David: We measured the primary outcome as breathlessness now and we’ll return to that in a minute. We measured it on a visual analog scale with twice daily diaries for that, as well as worst best in average breathless over the previous 24 hours. This was a large study in fact, this study is larger than several of the meta-analysis that talk about which we’ve spoken today. It was a substantial piece of work and a huge commitment on behalf of pulmonologists, palliative care physicians, cardiac physicians and oncologists.
Eric: Can you say a little about the patient population, I mean how was breathlessness measured in order to enter the study and what sort of patients were these?
David: This study started with a population saying it doesn’t matter what the underlying etiology is, but if you have a Modified Medical Research Council scale of three or four you are eligible for the study. It’s important also to note that the study actually started as a three arm, parallel arm fixed study with OxyContin so extended release Oxycodone three times a day at an equivalent dose. That arm was truncated a little early because of recruitment challenges and that paper has been published separately and interestingly that Oxycodone paper is strongly negative in all the primary and secondary outcomes.
Eric: Strongly negative.
David: Strongly negative
Lynn: Just a quick question about what is a person with an mMRC of three or four look like?
David: Yeah, four is either housebound because of breathlessness or getting breathless dressing or undressing. Three is someone who is really not keeping up with peers or colleagues along the flat at what would otherwise be considered a reasonable pace. I mean these are people who are stopping every 50 or 100 yards, as they go about their life and you see those people in shopping centers they actually sit down and catch their breath and then, make their way another 100 yards before they sit down again, and so these people are really quite challenged by their breathlessness.
Eric: To increase recruitment, you started also getting some two’s in there, right? Of mMRC of two what’s that?
David: That’s people who are again functioning a little better, but they’re still getting breathless around activities of daily living that you and I would absolutely take for granted. That decision was made pragmatically by the investigators, the number with clinician rated Modified Medical Research Council scale to in the final paper was actually only 25. So, it’s a very small number across the board and so it’s interesting to think about the dilutional effect of immediate release morphine solution for both arms, and the potential dilutional effect of having people with a Modified Medical Research Council scale two.
Eric: Yeah, and then the primary outcome was breathlessness now, and that was like an average between days five and seven, from baseline to the average between five and seven. Is that right?
David: Yeah, look absolutely. What we didn’t standardize was what you had to be doing as now. Like all of these studies and it’s a big challenge and there’s the retrospective scope, but these studies is designed several years ahead of reporting and we in fact have designed and completed the next study on the basis of this study.
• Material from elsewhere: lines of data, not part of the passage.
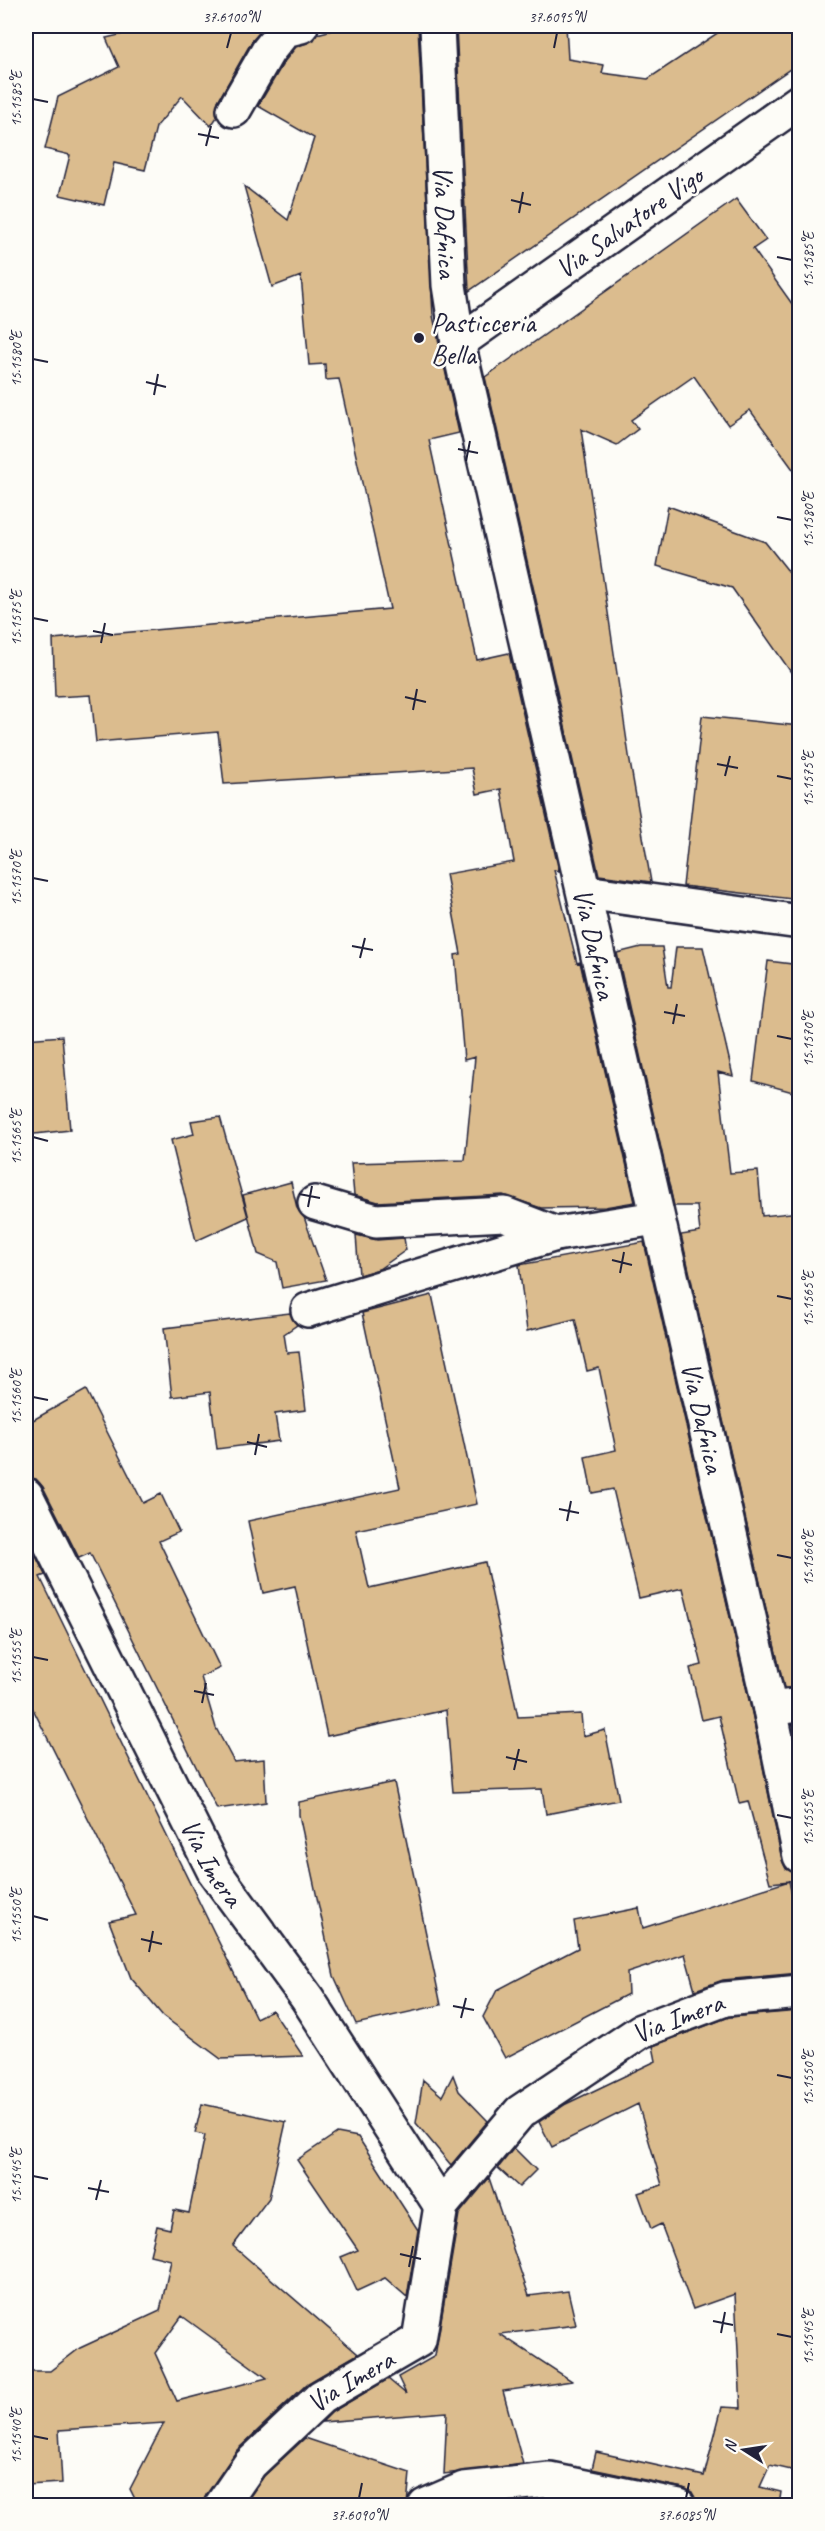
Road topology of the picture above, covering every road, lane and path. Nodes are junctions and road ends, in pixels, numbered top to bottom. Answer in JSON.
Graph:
{"nodes":[{"id":1,"x":301,"y":26,"type":"edge"},
{"id":2,"x":437,"y":26,"type":"edge"},
{"id":3,"x":800,"y":101,"type":"edge"},
{"id":4,"x":234,"y":110,"type":"dead end"},
{"id":5,"x":458,"y":343,"type":"junction"},
{"id":6,"x":585,"y":892,"type":"junction"},
{"id":7,"x":800,"y":922,"type":"edge"},
{"id":8,"x":315,"y":1203,"type":"dead end"},
{"id":9,"x":656,"y":1218,"type":"junction"},
{"id":10,"x":556,"y":1234,"type":"junction"},
{"id":11,"x":308,"y":1310,"type":"dead end"},
{"id":12,"x":26,"y":1495,"type":"edge"},
{"id":13,"x":785,"y":1707,"type":"edge"},
{"id":14,"x":800,"y":1856,"type":"edge"},
{"id":15,"x":800,"y":1992,"type":"edge"},
{"id":16,"x":441,"y":2206,"type":"junction"},
{"id":17,"x":221,"y":2505,"type":"edge"},
{"id":18,"x":425,"y":2505,"type":"edge"},
{"id":19,"x":678,"y":2505,"type":"edge"}],
"edges":[{"from":1,"to":4,"type":"street"},
{"from":2,"to":5,"type":"street","name":"Via Dafnica"},
{"from":3,"to":5,"type":"street","name":"Via Salvatore Vigo"},
{"from":5,"to":6,"type":"street","name":"Via Dafnica"},
{"from":6,"to":7,"type":"street"},
{"from":6,"to":9,"type":"street","name":"Via Dafnica"},
{"from":8,"to":10,"type":"street"},
{"from":9,"to":10,"type":"street"},
{"from":9,"to":13,"type":"street","name":"Via Dafnica"},
{"from":10,"to":11,"type":"street"},
{"from":12,"to":16,"type":"street","name":"Via Imera"},
{"from":13,"to":14,"type":"street","name":"Via Dafnica"},
{"from":15,"to":16,"type":"street","name":"Via Imera"},
{"from":16,"to":17,"type":"street","name":"Via Imera"},
{"from":18,"to":19,"type":"street"}]}
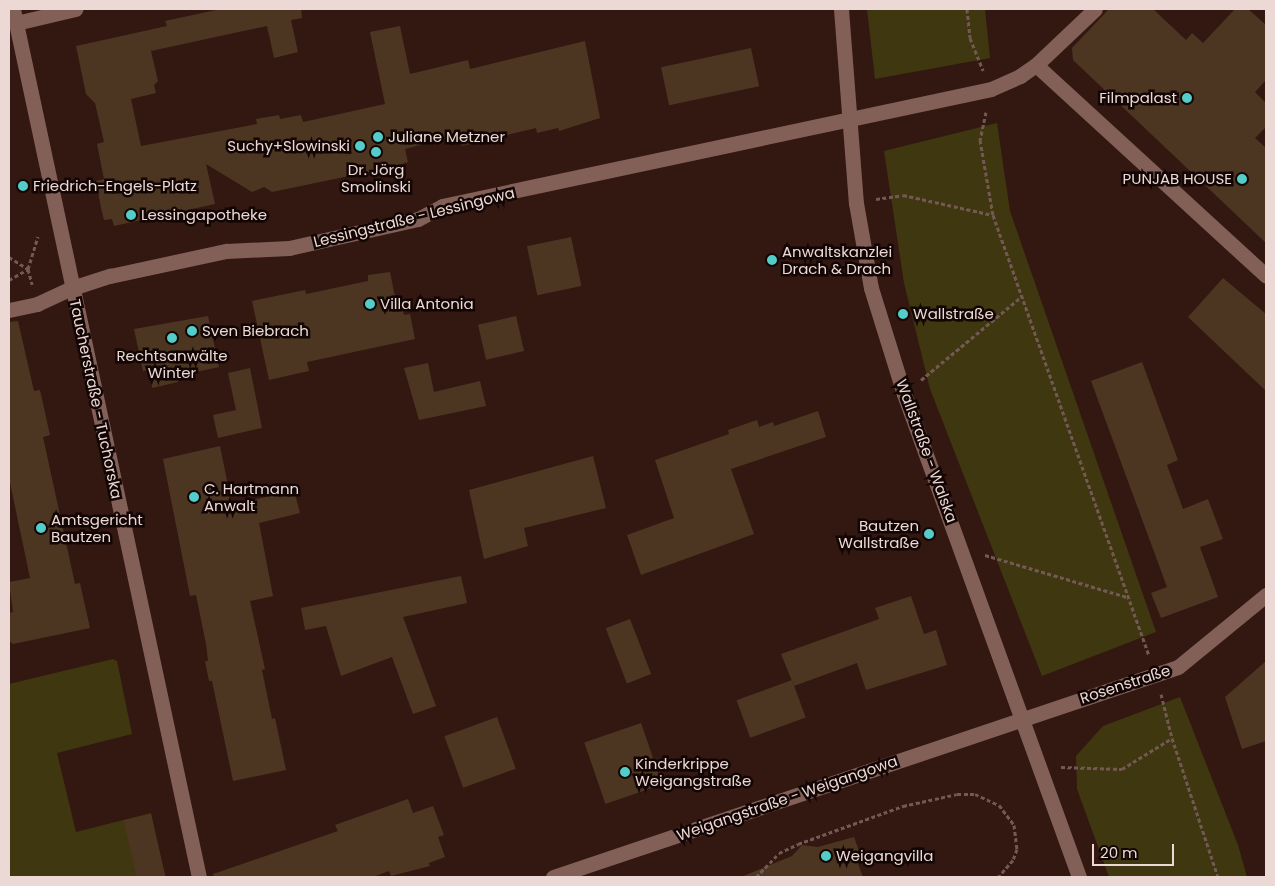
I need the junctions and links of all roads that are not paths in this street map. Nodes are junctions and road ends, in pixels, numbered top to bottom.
1 (75, 9) edge
2 (841, 9) edge
3 (1095, 9) edge
4 (15, 16) edge
5 (16, 59) edge
6 (1036, 64) junction
7 (851, 118) junction
8 (1266, 276) edge
9 (72, 288) junction
10 (9, 310) edge
11 (1266, 594) edge
12 (1022, 719) junction
13 (199, 877) edge
14 (553, 877) edge
15 (1080, 877) edge

1 - 4 street
2 - 7 street, Wallstraße - Walska
3 - 6 street, Lessingstraße - Lessingowa
4 - 5 street, Taucherstraße - Tuchorska
5 - 9 street, Taucherstraße - Tuchorska
6 - 7 street, Lessingstraße - Lessingowa
6 - 8 street
7 - 9 street, Lessingstraße - Lessingowa
7 - 12 street, Wallstraße - Walska
9 - 10 street, Lessingstraße - Lessingowa
9 - 13 street, Taucherstraße - Tuchorska
11 - 12 street, Rosenstraße
12 - 14 street, Weigangstraße - Weigangowa
12 - 15 street, Wallstraße - Walska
In fact, it closed about five weeks ago and one of the first things we changed was the primary endpoint, because breathlessness now is not going to be a great reflection and we’ve seen work in the interim from Irene Higginson’s group at King’s College London, suggesting that worst breathlessness far more accurately reflects the lived experience, and we’re exploring that also statistically with the data from the study that we’re discussing today.
Eric: Let’s get into outcomes here and maybe we’ll start with the benefits, in terms of your primary outcome there was no difference between breathlessness now in the 20 milligrams sustained morphine daily versus placebo dose.
David: That’s correct.
Eric: And there was no difference in worse breathlessness, best breathlessness it was just nothing going on in terms of the benefits side of the equation.
David: I think you’ll be interested in the secondary analysis particularly around worst breathlessness. Every single measure there, all the patients those with Modified Medical Research Council scale three and four, those with Chronic Obstructive Pulmonary Disease, all the direction was strongly in favor of morphine over placebo.
Eric: Oh, okay.
David: The secondary analysis are going to be interesting and are going to be very informative for how we measure breathlessness. Daisy Janssen’s group in the Netherlands have also recently completed a study, I’m really excited to see the results of that, they built their primary outcome around the Chronic Obstructive Pulmonary Disease Assessment Tool, a CAD tool and it’s going to be fascinating. One of our challenges Is that if we’re shifting the threshold at which people get breathless, we may not see a change in their breathlessness scores. That’s one of the challenges in comparison to pain for example, if you relieve breathlessness so that people can do more, chances are they going to do as much as they used to, to induce the same level of breathlessness that was tolerable to them.
Lynn: Got it.
David: In our current study we’ve included Fitbit recordings in which one and three to try and understand where the step counts are actually changing, I have no idea we haven’t closed the data set. I haven’t seen it so I’m absolutely blind to those findings, but it’s absolutely in the design and conduct in the study. So, that we’re starting to measure some other things that can help us understand again the lived experience of chronic breathlessness.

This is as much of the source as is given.